Semua orang juga pasti tahu bahwa memang sakit rasanya ketika tahu bahwa yang kita cintai ternyata bukan milik kita. Terus memendam rindu ya buat apa. Terbakar cemburu pun bukan hak kita. Pada akhirnya air matalah yang harus jatuh dikorbankan atas nama perjuangan cinta, katanya. Jika rasa yang tumbuh itu hanya menimbulkan sakit, itu tidak lain karena ia memang belum halal buat kita. Lambung letaknya dekat dengan hati. Jika kita diwajibkan menjaga apa-apa yang masuk ke lambung, maka hati pun memiliki hak atas itu. Tidak sekedar baik, tetapi juga halal, kan?

Adikku,

Begitu mudahnya anak-anak muda seusia kita mengumbar kata cinta. Dengan mudahnya mereka menyulap lisan yang dulunya cap cis cus soal game dan pertandingan bola dengan, “Aku cinta kamu.” Padahal, dimana-mana kata cinta menimbulkan konsekuensi. Tidak semudah itu. Tidak cuma urusan tiga kata, habis perkara.
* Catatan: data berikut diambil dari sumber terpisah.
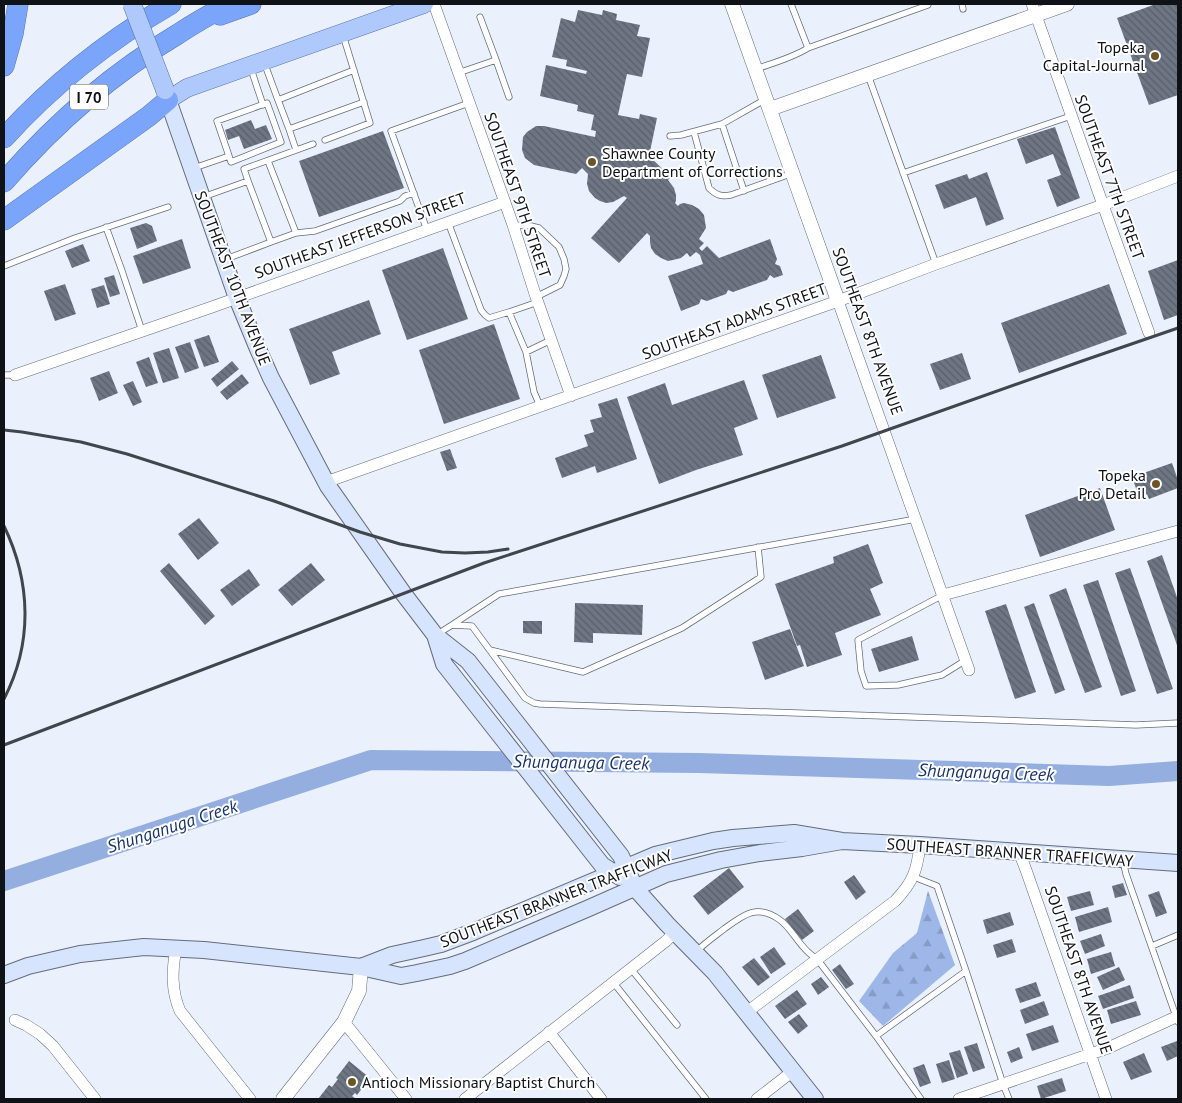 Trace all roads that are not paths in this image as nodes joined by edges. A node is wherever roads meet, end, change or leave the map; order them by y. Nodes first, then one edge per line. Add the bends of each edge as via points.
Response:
1 (18, 4) edge
2 (132, 4) edge
3 (170, 4) edge
4 (231, 4) edge
5 (251, 4) edge
6 (424, 4) edge
7 (434, 4) edge
8 (732, 4) edge
9 (791, 4) edge
10 (928, 4) edge
11 (1067, 4) edge
12 (1034, 9) edge
13 (480, 18) dead end
14 (188, 28) junction
15 (343, 33) junction
16 (808, 48) junction
17 (496, 60) junction
18 (257, 63) junction
19 (4, 66) edge
20 (756, 69) junction
21 (354, 70) junction
22 (458, 73) junction
23 (868, 74) junction
24 (167, 95) junction
25 (509, 97) dead end
26 (278, 100) junction
27 (364, 102) junction
28 (469, 103) junction
29 (768, 104) junction
30 (263, 105) junction
31 (1071, 116) junction
32 (722, 124) junction
33 (289, 129) junction
34 (694, 132) junction
35 (670, 136) dead end
36 (4, 138) edge
37 (325, 140) dead end
38 (313, 144) dead end
39 (296, 150) junction
40 (229, 156) junction
41 (268, 161) junction
42 (192, 168) junction
43 (793, 173) junction
44 (903, 173) junction
45 (1178, 176) edge
46 (248, 180) junction
47 (4, 182) edge
48 (744, 191) junction
49 (414, 193) junction
50 (202, 197) junction
51 (505, 202) junction
52 (1102, 206) junction
53 (168, 208) dead end
54 (4, 220) edge
55 (448, 222) junction
56 (513, 225) junction
57 (106, 228) junction
58 (427, 230) junction
59 (296, 233) junction
60 (271, 242) junction
61 (224, 259) junction
62 (936, 264) junction
63 (4, 266) edge
64 (237, 298) junction
65 (537, 300) junction
66 (838, 301) junction
67 (509, 312) junction
68 (142, 331) junction
69 (1149, 333) dead end
70 (552, 340) junction
71 (526, 352) junction
72 (10, 374) edge
73 (572, 396) junction
74 (540, 407) junction
75 (326, 482) junction
76 (916, 519) junction
77 (1178, 532) edge
78 (758, 547) junction
79 (943, 595) junction
80 (452, 625) junction
81 (436, 635) junction
82 (490, 650) junction
83 (968, 665) joint
84 (1178, 723) edge
85 (842, 841) junction
86 (920, 845) junction
87 (1018, 852) junction
88 (1122, 859) junction
89 (1178, 863) edge
90 (620, 870) junction
91 (914, 877) junction
92 (636, 888) junction
93 (675, 932) junction
94 (1178, 935) edge
95 (1152, 946) junction
96 (176, 949) junction
97 (695, 952) junction
98 (817, 959) junction
99 (361, 967) junction
100 (631, 968) junction
101 (966, 971) junction
102 (4, 975) edge
103 (613, 982) junction
104 (747, 1012) junction
105 (1178, 1018) edge
106 (15, 1020) dead end
107 (344, 1022) junction
108 (677, 1025) dead end
109 (549, 1032) junction
110 (876, 1036) junction
111 (1090, 1054) junction
112 (793, 1071) junction
113 (1003, 1084) junction
114 (95, 1099) edge
115 (250, 1099) edge
116 (282, 1099) edge
117 (406, 1099) edge
118 (465, 1099) edge
119 (601, 1099) edge
120 (706, 1099) edge
121 (758, 1099) edge
122 (815, 1099) edge
123 (921, 1099) edge
124 (959, 1099) edge
125 (1009, 1099) edge
126 (1106, 1099) edge

1 - 19 highway
2 - 24 main road, SOUTHEAST 10TH AVENUE, bridge
3 - 36 highway, I 70 via 91,57 46,95
4 - 14 highway, I 70
5 - 14 highway
6 - 15 main road
7 - 22 street, SOUTHEAST 9TH STREET
8 - 20 street, SOUTHEAST 8TH AVENUE
9 - 16 lane
10 - 16 lane
11 - 12 street
12 - 23 street
12 - 31 street, SOUTHEAST 7TH STREET
13 - 17 lane
14 - 47 highway, I 70 via 154,48 78,106
15 - 18 main road
15 - 21 lane
16 - 20 lane
17 - 22 lane
17 - 25 lane
18 - 24 main road
18 - 26 lane
18 - 30 lane
20 - 29 street, SOUTHEAST 8TH AVENUE
21 - 26 lane
21 - 27 lane
22 - 28 street, SOUTHEAST 9TH STREET
23 - 29 street
23 - 44 lane
24 - 42 main road, SOUTHEAST 10TH AVENUE
24 - 54 highway via 141,122
26 - 33 lane
27 - 33 lane
27 - 37 lane via 370,124
28 - 49 lane via 391,131
28 - 51 street, SOUTHEAST 9TH STREET
29 - 32 lane
29 - 43 street, SOUTHEAST 8TH AVENUE
30 - 40 lane via 217,121
30 - 40 lane via 267,103 281,142 231,162
31 - 44 lane
31 - 52 street, SOUTHEAST 7TH STREET
32 - 34 lane
32 - 48 lane
33 - 39 lane
34 - 35 lane
34 - 48 lane via 709,188 725,196
38 - 39 lane
39 - 41 lane
40 - 42 lane
41 - 46 lane via 244,168
41 - 59 lane
42 - 50 main road, SOUTHEAST 10TH AVENUE
43 - 48 lane
43 - 66 street, SOUTHEAST 8TH AVENUE
44 - 62 lane
45 - 52 street, SOUTHEAST ADAMS STREET
46 - 50 lane
46 - 60 lane
49 - 58 lane
49 - 59 lane via 315,231
50 - 61 main road, SOUTHEAST 10TH AVENUE
51 - 55 street, SOUTHEAST JEFFERSON STREET
51 - 56 street, SOUTHEAST 9TH STREET
52 - 62 street, SOUTHEAST ADAMS STREET
52 - 69 street, SOUTHEAST 7TH STREET
53 - 57 lane
55 - 58 street, SOUTHEAST JEFFERSON STREET
55 - 67 lane via 481,310 489,318
56 - 65 street, SOUTHEAST 9TH STREET
56 - 65 lane via 539,228 559,247 564,259 566,269 560,284
57 - 63 lane
57 - 68 lane
58 - 64 street, SOUTHEAST JEFFERSON STREET
59 - 60 lane
60 - 61 lane
61 - 64 main road, SOUTHEAST 10TH AVENUE
62 - 66 street, SOUTHEAST ADAMS STREET
64 - 68 street, SOUTHEAST JEFFERSON STREET
64 - 75 main road, SOUTHEAST 10TH AVENUE via 272,378
65 - 67 lane
65 - 70 street, SOUTHEAST 9TH STREET
66 - 73 street, SOUTHEAST ADAMS STREET
66 - 76 street, SOUTHEAST 8TH AVENUE
67 - 71 lane
68 - 72 street, SOUTHEAST JEFFERSON STREET
70 - 71 lane
70 - 73 street, SOUTHEAST 9TH STREET
71 - 74 lane
73 - 74 street, SOUTHEAST ADAMS STREET
74 - 75 street, SOUTHEAST ADAMS STREET
75 - 81 main road, SOUTHEAST 10TH AVENUE
76 - 78 lane
76 - 79 street, SOUTHEAST 8TH AVENUE
77 - 79 street
78 - 80 lane via 499,594
78 - 82 lane via 761,577 682,628 583,672
79 - 83 street, SOUTHEAST 8TH AVENUE
79 - 83 lane via 858,640 866,686 898,685
80 - 81 lane
80 - 82 lane via 472,626
81 - 90 main road, SOUTHEAST 10TH AVENUE via 468,661 622,856
81 - 90 main road, SOUTHEAST 10TH AVENUE via 444,664 602,865
82 - 84 lane via 525,698 540,704 1136,726
85 - 86 main road, SOUTHEAST BRANNER TRAFFICWAY
85 - 90 main road, SOUTHEAST BRANNER TRAFFICWAY via 794,833 734,838 655,855
85 - 92 main road, SOUTHEAST BRANNER TRAFFICWAY via 722,860 666,874
86 - 87 main road, SOUTHEAST BRANNER TRAFFICWAY
86 - 91 street
87 - 88 main road, SOUTHEAST BRANNER TRAFFICWAY
87 - 111 street, SOUTHEAST 8TH AVENUE
88 - 89 main road, SOUTHEAST BRANNER TRAFFICWAY
88 - 95 lane
90 - 92 main road, SOUTHEAST 10TH AVENUE
90 - 99 main road, SOUTHEAST BRANNER TRAFFICWAY via 473,932
91 - 98 street via 895,900
91 - 101 lane via 937,886
92 - 93 main road, SOUTHEAST 10TH AVENUE
92 - 99 main road, SOUTHEAST BRANNER TRAFFICWAY via 450,966 401,976
93 - 97 main road, SOUTHEAST 10TH AVENUE
93 - 100 street
94 - 95 lane
95 - 105 lane
96 - 99 main road, SOUTHEAST BRANNER TRAFFICWAY
96 - 102 main road, SOUTHEAST BRANNER TRAFFICWAY via 144,947 80,954
96 - 115 street via 174,990 180,1011
97 - 98 lane via 744,914 756,912 767,913 780,920
97 - 104 main road, SOUTHEAST 10TH AVENUE
98 - 104 street
98 - 110 lane
99 - 107 street via 359,991
100 - 103 street
100 - 108 lane
101 - 110 lane
101 - 113 lane
103 - 109 street
103 - 120 lane
104 - 112 main road, SOUTHEAST 10TH AVENUE
105 - 111 street
106 - 114 street via 40,1034 53,1046
107 - 116 street
107 - 117 street
109 - 118 street
109 - 119 street
110 - 123 lane
111 - 113 street
111 - 126 street, SOUTHEAST 8TH AVENUE
112 - 121 street
112 - 122 main road, SOUTHEAST 10TH AVENUE
113 - 124 street
113 - 125 lane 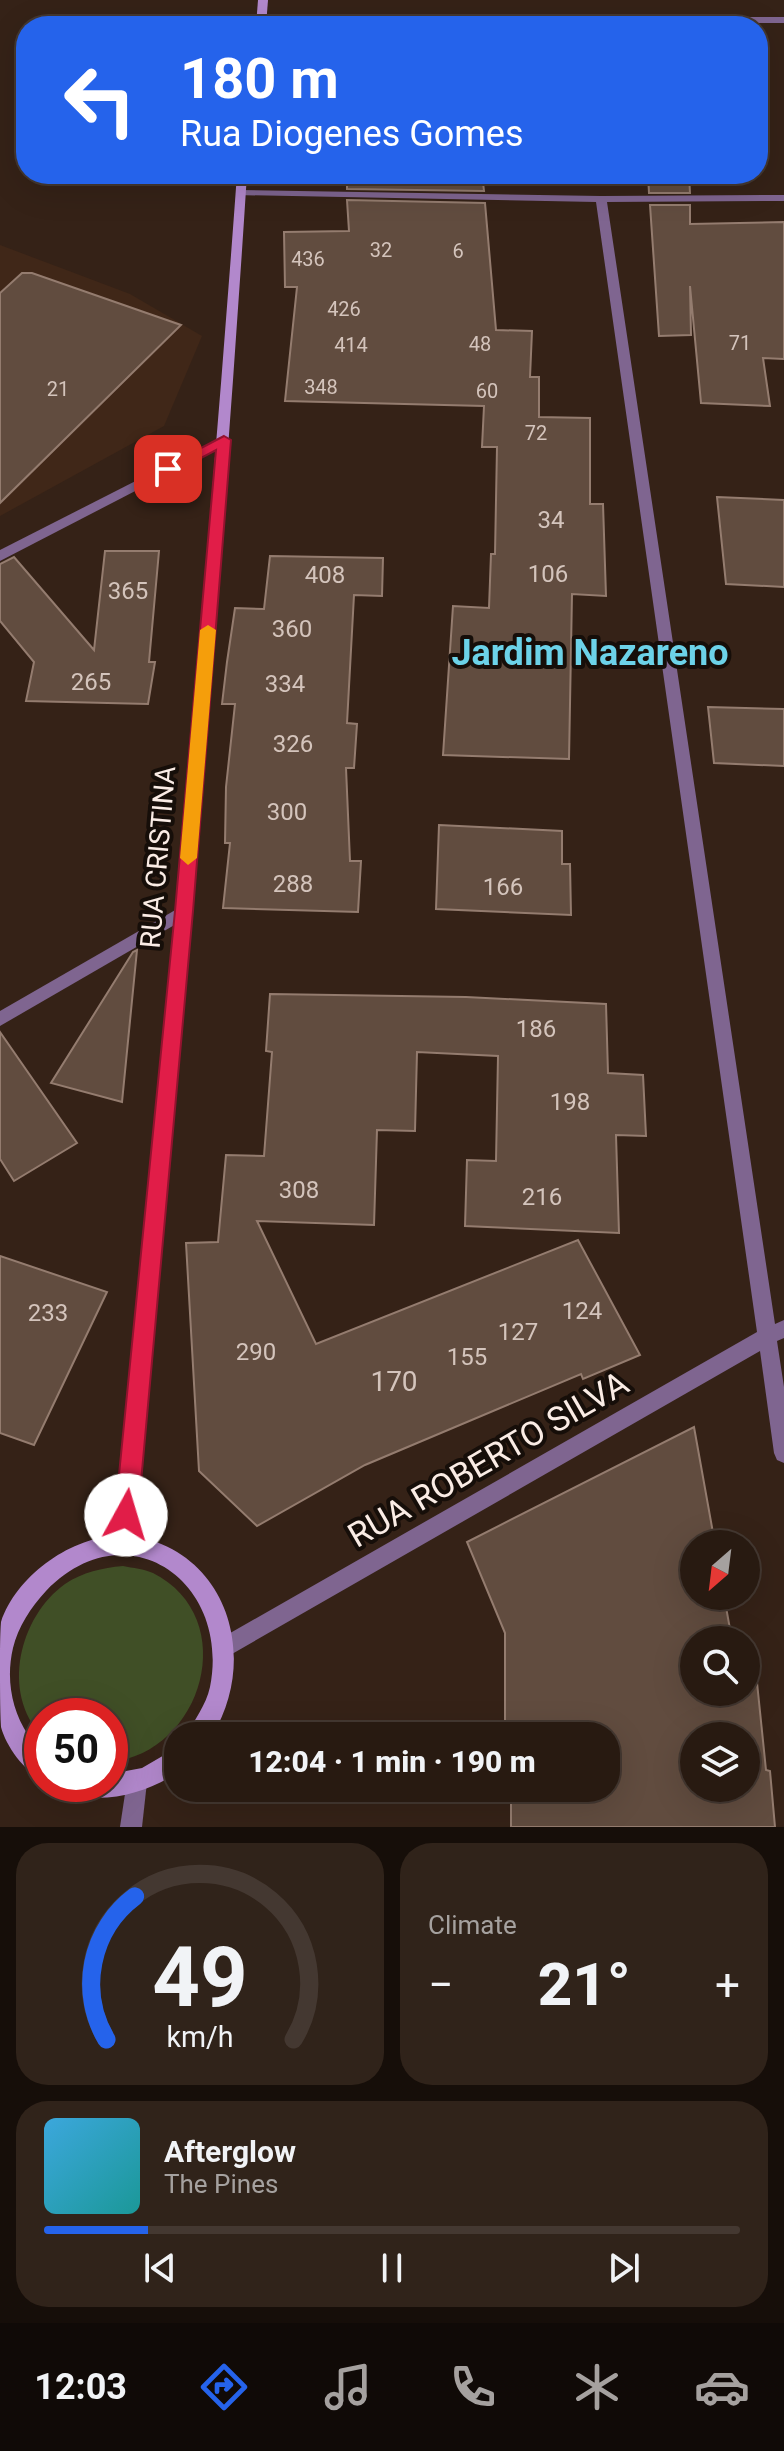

Seperti halnya kita mengaku mencintai Ayah dan Ibu, tapi wujud bakti kita nihil. Sama halnya ketika kita mengaku mencintai Islam sebagai agama, tapi attitude kita justru menusuk kemuliaan Islam itu sendiri dari belakang. Sekali lagi Adikku, kata cinta selalu membutuhkan konsekuensi. Bukan seberapa banyak bibir kita latah mengumbar, “I Love You” di segala penjuru. Ini soal pembuktian. Apa yang keluar dari lisan hanyalah bumbu. Apa jadinya jika kita memasak terlalu banyak bumbu? Tidak enak juga, bukan?

Adikku,

Kita sama-sama sedang dalam ruang tunggu. Ketahuilah bahwa di luar sana begitu banyak orang yang rela menghabiskan waktu, perasaaan, dan penghidupan singkatnya semasa dalam ruang tunggu itu dengan kesia-siaan. Buat apa bibir berbusa-busa menjanjikan cinta jika kita justru mendurhakai-Nya? Buat apa? Pelaminan belum pasti, dosa sudah pasti iya. Ketahuilah bahwa cinta yang berapi-api itu, jika tanpa persaksian dari-Nya, ialah yang mewujud menjadi anak panah setan. Kamu masih ingat kan, setan berasal darimana? Dari api. Panasnya bukan menghangatkan jiwamu. Tapi membakarnya. Itu menipu.

Adikku,

Kita telah sama-sama tahu bahwa setiap kita pasti memiliki rasa itu. Hanya saja, dimana-mana perasaan yang dibiarkan tumbuh subur tanpa keridhaan dari-Nya, hanya akan menyita segenap akal sehatmu. Si dia yang seharusnya menjadi ladang amalmu, menjadi tiada artinya karena setiap detik kita mengingatnya justru menyisakan pilu. Iya, pilu. Karena Allah tidak meridhainya.

Adikku,

Di sela ruang tunggu ini, kewajibanmu hanyalah mengisi setiap jedanya dengan kebermanfaatan. Berbagilah cinta dengan cara yang layak. Sebab kita telah sepakat bahwa cinta bukan lagi perkara yang hanya membuat kita termehek-mehek sesaat. Anak muda seusia kita pasti memiliki energi cinta yang besar. Kita bisa menyalurkan energi itu menjadi lebih bermakna. Bukan sekedar dengan bujuk rayu dan harapan palsu.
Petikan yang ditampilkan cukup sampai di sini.